Cook together 2 cups corn meal, 2 teaspoons salt, and 4 cups water to make a fairly thick mush. Mix 1 pint cut-up canned beef with 1 pint canned tomatoes, add a finely chopped onion, and salt and pepper to taste. Put a layer of mush in a greased baking dish or pan, add the meat mixture and cover with the rest of the mush. Bake in a moderate oven until hot through and lightly browned on top.

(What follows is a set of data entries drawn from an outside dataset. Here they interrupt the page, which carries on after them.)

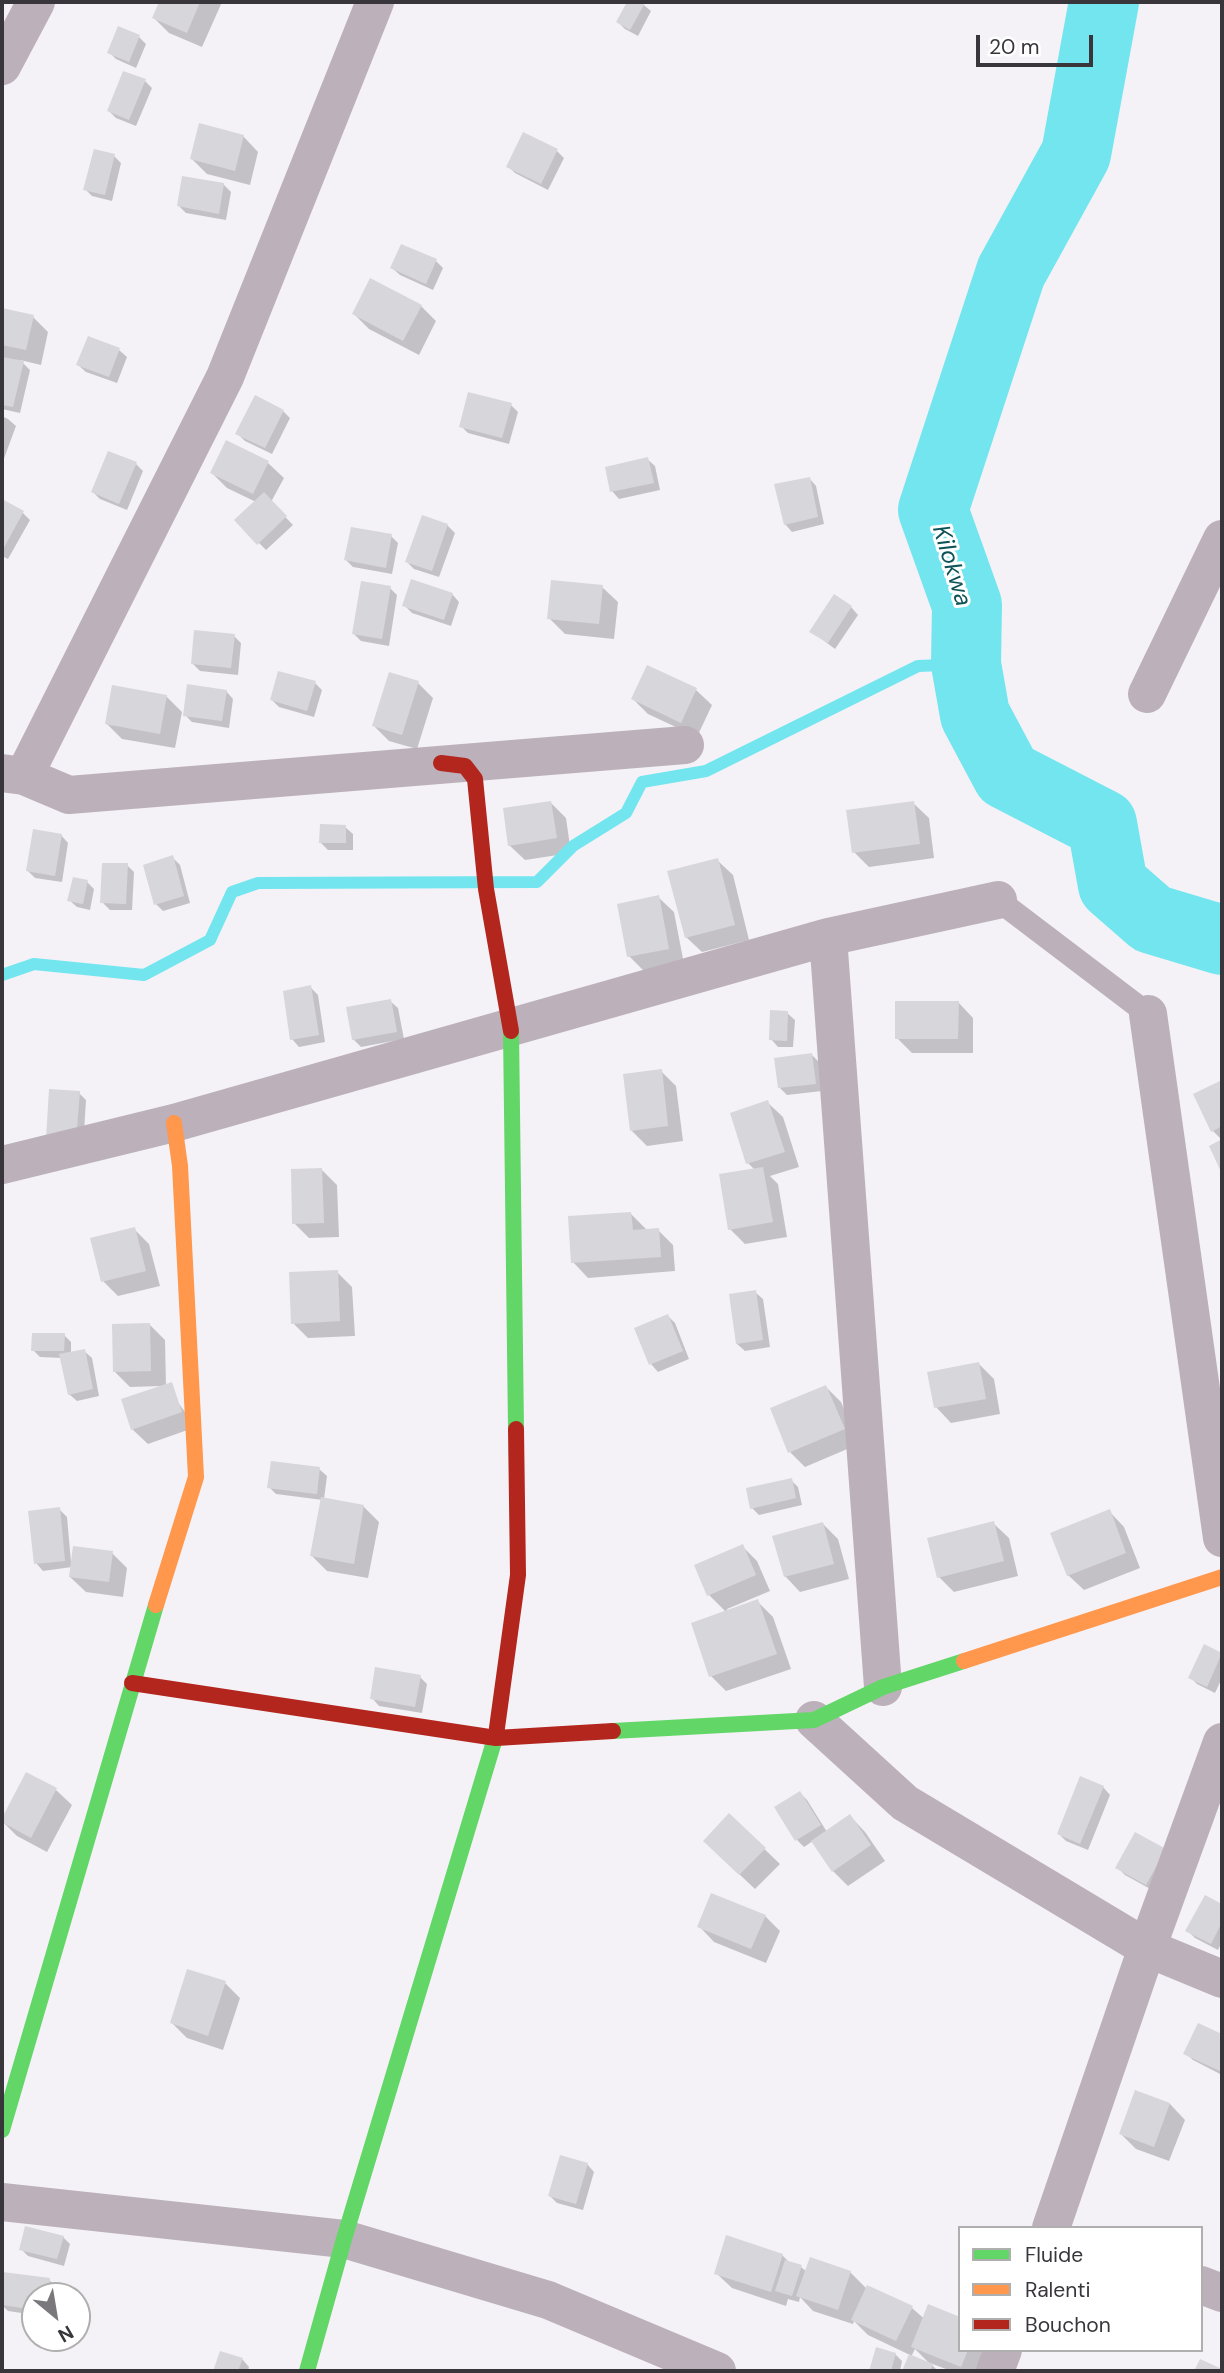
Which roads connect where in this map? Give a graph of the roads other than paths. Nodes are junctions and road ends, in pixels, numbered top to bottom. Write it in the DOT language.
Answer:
graph roads {
  1 [pos="36,2"];
  2 [pos="375,2"];
  3 [pos="2,66"];
  4 [pos="1222,539"];
  5 [pos="1147,694"];
  6 [pos="685,745"];
  7 [pos="441,764"];
  8 [pos="13,774"];
  9 [pos="998,900"];
  10 [pos="828,937"];
  11 [pos="1148,1014"];
  12 [pos="510,1026"];
  13 [pos="174,1123"];
  14 [pos="2,1165"];
  15 [pos="1222,1538"];
  16 [pos="1222,1577"];
  17 [pos="132,1683"];
  18 [pos="883,1687"];
  19 [pos="814,1720"];
  20 [pos="496,1738"];
  21 [pos="1222,1742"];
  22 [pos="1147,1948"];
  23 [pos="1222,1979"];
  24 [pos="2,2130"];
  25 [pos="2,2202"];
  26 [pos="1052,2226"];
  27 [pos="344,2239"];
  28 [pos="1203,2286"];
  29 [pos="1222,2293"];
  30 [pos="1002,2352"];
  31 [pos="307,2371"];
  32 [pos="718,2371"];
  33 [pos="995,2371"];
  1 -- 3 [label="street"];
  2 -- 8 [label="street"];
  4 -- 5 [label="street"];
  6 -- 7 [label="street"];
  7 -- 8 [label="street"];
  7 -- 12 [label="street"];
  9 -- 10 [label="street"];
  9 -- 11 [label="lane"];
  10 -- 12 [label="street"];
  10 -- 18 [label="street"];
  11 -- 15 [label="street"];
  12 -- 13 [label="street"];
  12 -- 20 [label="street"];
  13 -- 14 [label="street"];
  13 -- 17 [label="street"];
  16 -- 18 [label="street"];
  17 -- 20 [label="street"];
  17 -- 24 [label="street"];
  18 -- 19 [label="street"];
  19 -- 20 [label="street"];
  19 -- 22 [label="street"];
  20 -- 27 [label="street"];
  21 -- 22 [label="street"];
  22 -- 23 [label="street"];
  22 -- 26 [label="street"];
  25 -- 27 [label="street"];
  27 -- 31 [label="street"];
  27 -- 32 [label="street"];
  28 -- 29 [label="street"];
  30 -- 33 [label="street"];
}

Chicken continued to be used as a filling; a report by workers dispatched in the New Deal's Federal Writers' Project described tamale pie as masa or the more convenient hominy grits combined with "cut-up chicken or beef, onions, tomatoes, fat, chili and olives . . . cooked in a baking dish". In their report, they attested that tamale pies were popular among Arizona's "American" population. Olives were just one of the additions cooks had made by this point. By the 1950s, recipes for tamale pies included cheese, corn, green pepper, and at times, curry powder. The bottom layer was often omitted, and the top replaced cornmeal mush with cornmeal batter. The 1950s was the last time the dish would be so prominent in the American diet. On TV, chefs instructed in its preparation, and individual cookbooks featured as many as nineteen recipes for the pies. Cookbook author and California cuisine advocate Helen Evans Brown gave a dissenting view in 1952, describing the tamale pie as ersatz good, inferior to the Mexican tamale. As of the mid-1980s, food writer Betty Fussell reported the pie had a poor reputation stemming from its basic Depression-era preparations.

Over the 20th century, tamale pies were not exclusively eaten by white Americans. By the 1970s, the tamale pie had made its way into the cuisines of America's ethnic minorities, as observed in descriptions of Japanese, female farmworkers in California making the dish, and by the 1990s, the Los Angeles Times was reporting the dish as popular in Kenya.